The original plan for tonight was to photograph my mother and the pups, then the sunset, then relax. However, we got to Jamestown late, I barely had time to photograph my mother before the sun went down, and I wasn't able to get any proper sunset pictures. On our way back I suggested we stop in town so I could take a few frames of the Newport Bridge. It was a beautiful and clear night, perfect for capturing the bridge. For me, the reflections on the water are really what brings this image all together.
Nikon D800
Nikon 85mm 1.8G
Natural light




Reflections by f_one_eight, on Flickr

Comments and Critiques please!
Jake


----------



## frommrstomommy (Sep 15, 2014)

It feels slanted just slightly or something.. I wish there were a bit more space at the bottom and less at the top I think but its really a nice capture overall!


----------



## pthrift (Sep 15, 2014)

I like it. I disagree about less bottom more top- I wouldn't like it as well if it cut the reflection off.

Nicely captured


----------



## Desi (Sep 15, 2014)

Cool shot.  Lots of abstract possibilities as well, I think, without the bridge tying you to reality.

Thanks for the ideas!


----------



## frommrstomommy (Sep 16, 2014)

pthrift said:


> I like it. I disagree about less bottom more top- I wouldn't like it as well if it cut the reflection off.
> 
> Nicely captured



You quoted me backwards  lol I said the opposite.


----------



## annamaria (Sep 16, 2014)

frommrstomommy said:


> It feels slanted just slightly or something.. I wish there were a bit more space at the bottom and less at the top I think but its really a nice capture overall!



What she said ^^^


----------



## pthrift (Sep 16, 2014)

frommrstomommy said:


> You quoted me backwards  lol I said the opposite.

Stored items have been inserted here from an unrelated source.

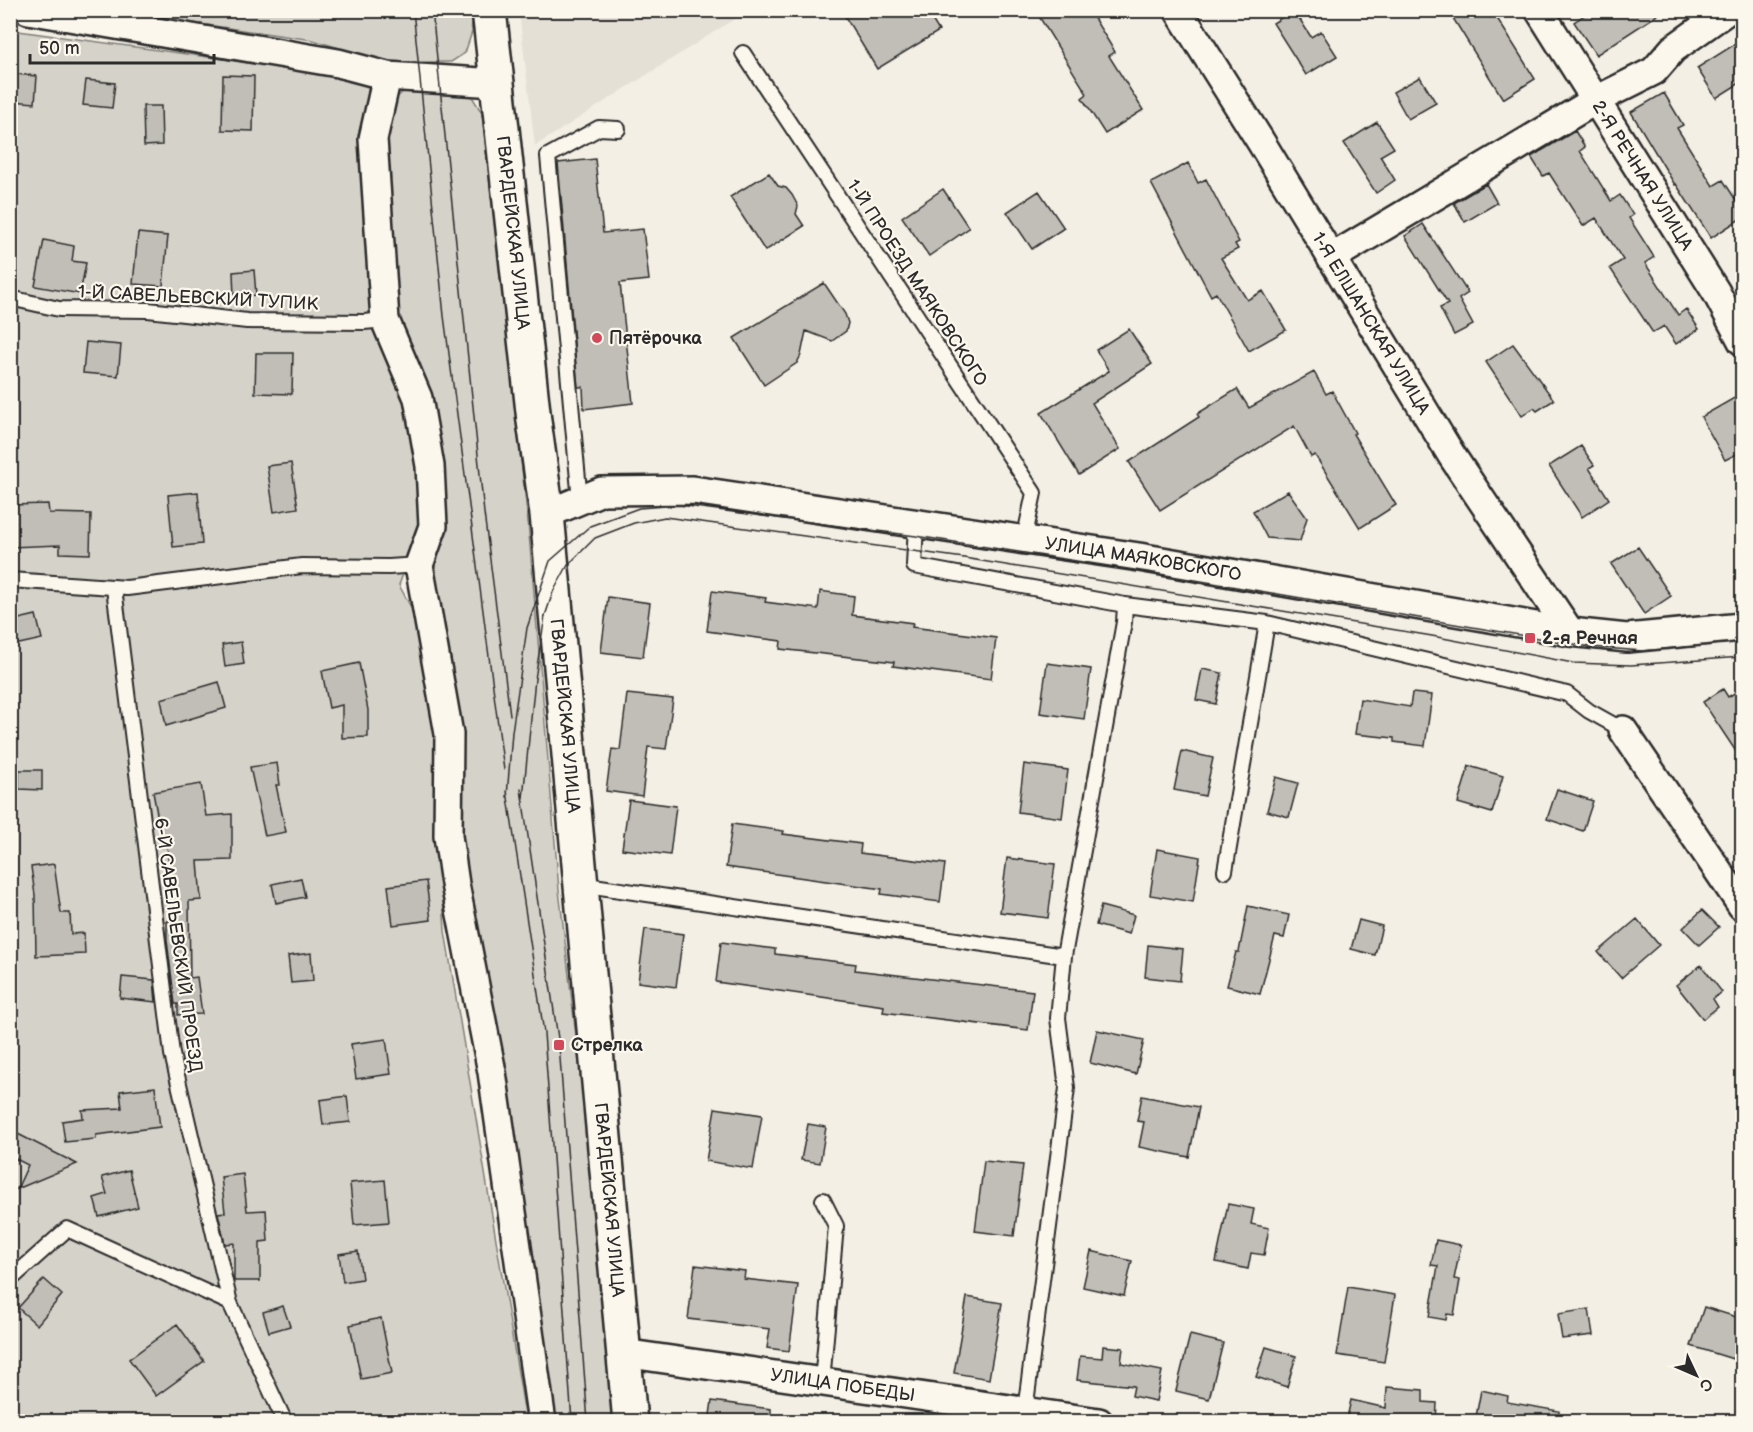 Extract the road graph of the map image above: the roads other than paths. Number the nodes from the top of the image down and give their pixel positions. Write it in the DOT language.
graph roads {
  1 [pos="28,10"];
  2 [pos="489,10"];
  3 [pos="1178,10"];
  4 [pos="1539,10"];
  5 [pos="1728,10"];
  6 [pos="743,53"];
  7 [pos="387,76"];
  8 [pos="496,83"];
  9 [pos="1596,100"];
  10 [pos="618,129"];
  11 [pos="1331,258"];
  12 [pos="10,298"];
  13 [pos="386,320"];
  14 [pos="1743,340"];
  15 [pos="580,501"];
  16 [pos="547,514"];
  17 [pos="915,523"];
  18 [pos="1024,540"];
  19 [pos="419,565"];
  20 [pos="10,580"];
  21 [pos="114,588"];
  22 [pos="1125,605"];
  23 [pos="1267,624"];
  24 [pos="1743,627"];
  25 [pos="1570,632"];
  26 [pos="1623,730"];
  27 [pos="1225,871"];
  28 [pos="580,884"];
  29 [pos="1743,906"];
  30 [pos="1064,956"];
  31 [pos="823,1200"];
  32 [pos="10,1280"];
  33 [pos="230,1303"];
  34 [pos="623,1353"];
  35 [pos="822,1382"];
  36 [pos="1015,1414"];
  37 [pos="285,1422"];
  38 [pos="542,1422"];
  39 [pos="630,1422"];
  40 [pos="1099,1422"];
  1 -- 7 [label="street"];
  2 -- 8 [label="main road, ГВАРДЕЙСКАЯ УЛИЦА"];
  3 -- 11 [label="street, 1-Я ЕЛШАНСКАЯ УЛИЦА"];
  4 -- 9 [label="street, 2-Я РЕЧНАЯ УЛИЦА"];
  5 -- 9 [label="street"];
  6 -- 18 [label="lane, 1-Й ПРОЕЗД МАЯКОВСКОГО"];
  7 -- 8 [label="street"];
  7 -- 13 [label="street"];
  8 -- 16 [label="main road, ГВАРДЕЙСКАЯ УЛИЦА"];
  9 -- 11 [label="street"];
  9 -- 14 [label="street, 2-Я РЕЧНАЯ УЛИЦА"];
  10 -- 15 [label="lane"];
  11 -- 25 [label="street, 1-Я ЕЛШАНСКАЯ УЛИЦА"];
  12 -- 13 [label="lane, 1-Й САВЕЛЬЕВСКИЙ ТУПИК"];
  13 -- 19 [label="street"];
  15 -- 16 [label="street, УЛИЦА МАЯКОВСКОГО"];
  15 -- 17 [label="street, УЛИЦА МАЯКОВСКОГО"];
  16 -- 28 [label="main road, ГВАРДЕЙСКАЯ УЛИЦА"];
  17 -- 18 [label="street, УЛИЦА МАЯКОВСКОГО"];
  17 -- 22 [label="lane"];
  18 -- 25 [label="street, УЛИЦА МАЯКОВСКОГО"];
  19 -- 21 [label="lane"];
  19 -- 38 [label="street"];
  20 -- 21 [label="lane"];
  21 -- 33 [label="lane, 6-Й САВЕЛЬЕВСКИЙ ПРОЕЗД"];
  22 -- 23 [label="lane"];
  22 -- 30 [label="lane"];
  23 -- 26 [label="lane"];
  23 -- 27 [label="lane"];
  24 -- 25 [label="street, УЛИЦА МАЯКОВСКОГО"];
  26 -- 29 [label="street"];
  28 -- 30 [label="lane"];
  28 -- 34 [label="main road, ГВАРДЕЙСКАЯ УЛИЦА"];
  30 -- 36 [label="lane"];
  31 -- 35 [label="lane"];
  32 -- 33 [label="lane"];
  33 -- 37 [label="lane, 6-Й САВЕЛЬЕВСКИЙ ПРОЕЗД"];
  34 -- 35 [label="street, УЛИЦА ПОБЕДЫ"];
  34 -- 39 [label="main road, ГВАРДЕЙСКАЯ УЛИЦА"];
  35 -- 36 [label="street, УЛИЦА ПОБЕДЫ"];
  36 -- 40 [label="street, УЛИЦА ПОБЕДЫ"];
}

You know, that's what happens when you're half asleep reading! 

So with that in mind; apparently we agree


----------



## sscarmack (Sep 16, 2014)

Very nice. I was hoping all the lights on the bridge were strobes


----------



## D-B-J (Sep 16, 2014)

sscarmack said:


> Very nice. I was hoping all the lights on the bridge were strobes



Wouldn't that have been cool...


Sent from my iPhone using Tapatalk


----------



## D-B-J (Sep 16, 2014)

frommrstomommy said:


> It feels slanted just slightly or something.. I wish there were a bit more space at the bottom and less at the top I think but its really a nice capture overall!

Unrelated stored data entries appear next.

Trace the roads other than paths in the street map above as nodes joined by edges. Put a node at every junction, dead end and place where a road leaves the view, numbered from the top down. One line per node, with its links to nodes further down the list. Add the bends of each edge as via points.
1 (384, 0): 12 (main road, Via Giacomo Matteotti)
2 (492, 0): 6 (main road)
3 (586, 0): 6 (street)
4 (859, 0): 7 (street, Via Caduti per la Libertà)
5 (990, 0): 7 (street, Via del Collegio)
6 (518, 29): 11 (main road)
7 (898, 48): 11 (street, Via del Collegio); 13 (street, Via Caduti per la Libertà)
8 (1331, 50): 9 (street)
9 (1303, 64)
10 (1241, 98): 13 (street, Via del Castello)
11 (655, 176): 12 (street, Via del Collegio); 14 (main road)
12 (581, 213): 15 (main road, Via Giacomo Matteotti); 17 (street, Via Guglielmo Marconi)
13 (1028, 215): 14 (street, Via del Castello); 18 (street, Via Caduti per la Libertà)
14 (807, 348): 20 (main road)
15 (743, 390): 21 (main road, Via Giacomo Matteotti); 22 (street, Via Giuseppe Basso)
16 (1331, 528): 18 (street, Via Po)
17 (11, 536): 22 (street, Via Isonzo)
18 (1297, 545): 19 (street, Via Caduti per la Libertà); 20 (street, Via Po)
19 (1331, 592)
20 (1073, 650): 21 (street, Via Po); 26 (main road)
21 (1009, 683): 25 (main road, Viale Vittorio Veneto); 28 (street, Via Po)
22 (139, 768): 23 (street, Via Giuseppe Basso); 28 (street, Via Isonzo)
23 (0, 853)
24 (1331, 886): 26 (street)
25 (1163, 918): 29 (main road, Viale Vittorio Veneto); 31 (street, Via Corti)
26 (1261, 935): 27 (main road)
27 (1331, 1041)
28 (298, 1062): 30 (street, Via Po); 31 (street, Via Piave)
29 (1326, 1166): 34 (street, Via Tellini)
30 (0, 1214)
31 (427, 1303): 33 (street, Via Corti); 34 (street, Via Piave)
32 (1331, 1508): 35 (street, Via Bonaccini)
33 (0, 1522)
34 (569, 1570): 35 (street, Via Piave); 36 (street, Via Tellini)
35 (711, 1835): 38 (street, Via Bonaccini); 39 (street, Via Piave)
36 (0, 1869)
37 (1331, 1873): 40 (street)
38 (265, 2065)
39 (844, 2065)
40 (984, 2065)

I think that's because the bridge is higher on the left side--as the camera was perfectly level and so is the horizon. So it was a "choose one piece to make level, cause you can't have both!" Type situation. Lemme go and re edit and see how it looks if I level the bridge out.

Jake 


Sent from my iPhone using Tapatalk


----------



## frommrstomommy (Sep 16, 2014)

I would maybe try leveling it off of the (sorry for my lack of technical terms regarding the bridge lol) big pole things supporting the bridge. The big black things. I think I'm making it worse. I hope you know what the heck I am even saying. I need more sleep. lol


----------



## D-B-J (Sep 16, 2014)

frommrstomommy said:


> I would maybe try leveling it off of the (sorry for my lack of technical terms regarding the bridge lol) big pole things supporting the bridge. The big black things. I think I'm making it worse. I hope you know what the heck I am even saying. I need more sleep. lol


Makes sense. I'll rework it, you nap. [emoji106]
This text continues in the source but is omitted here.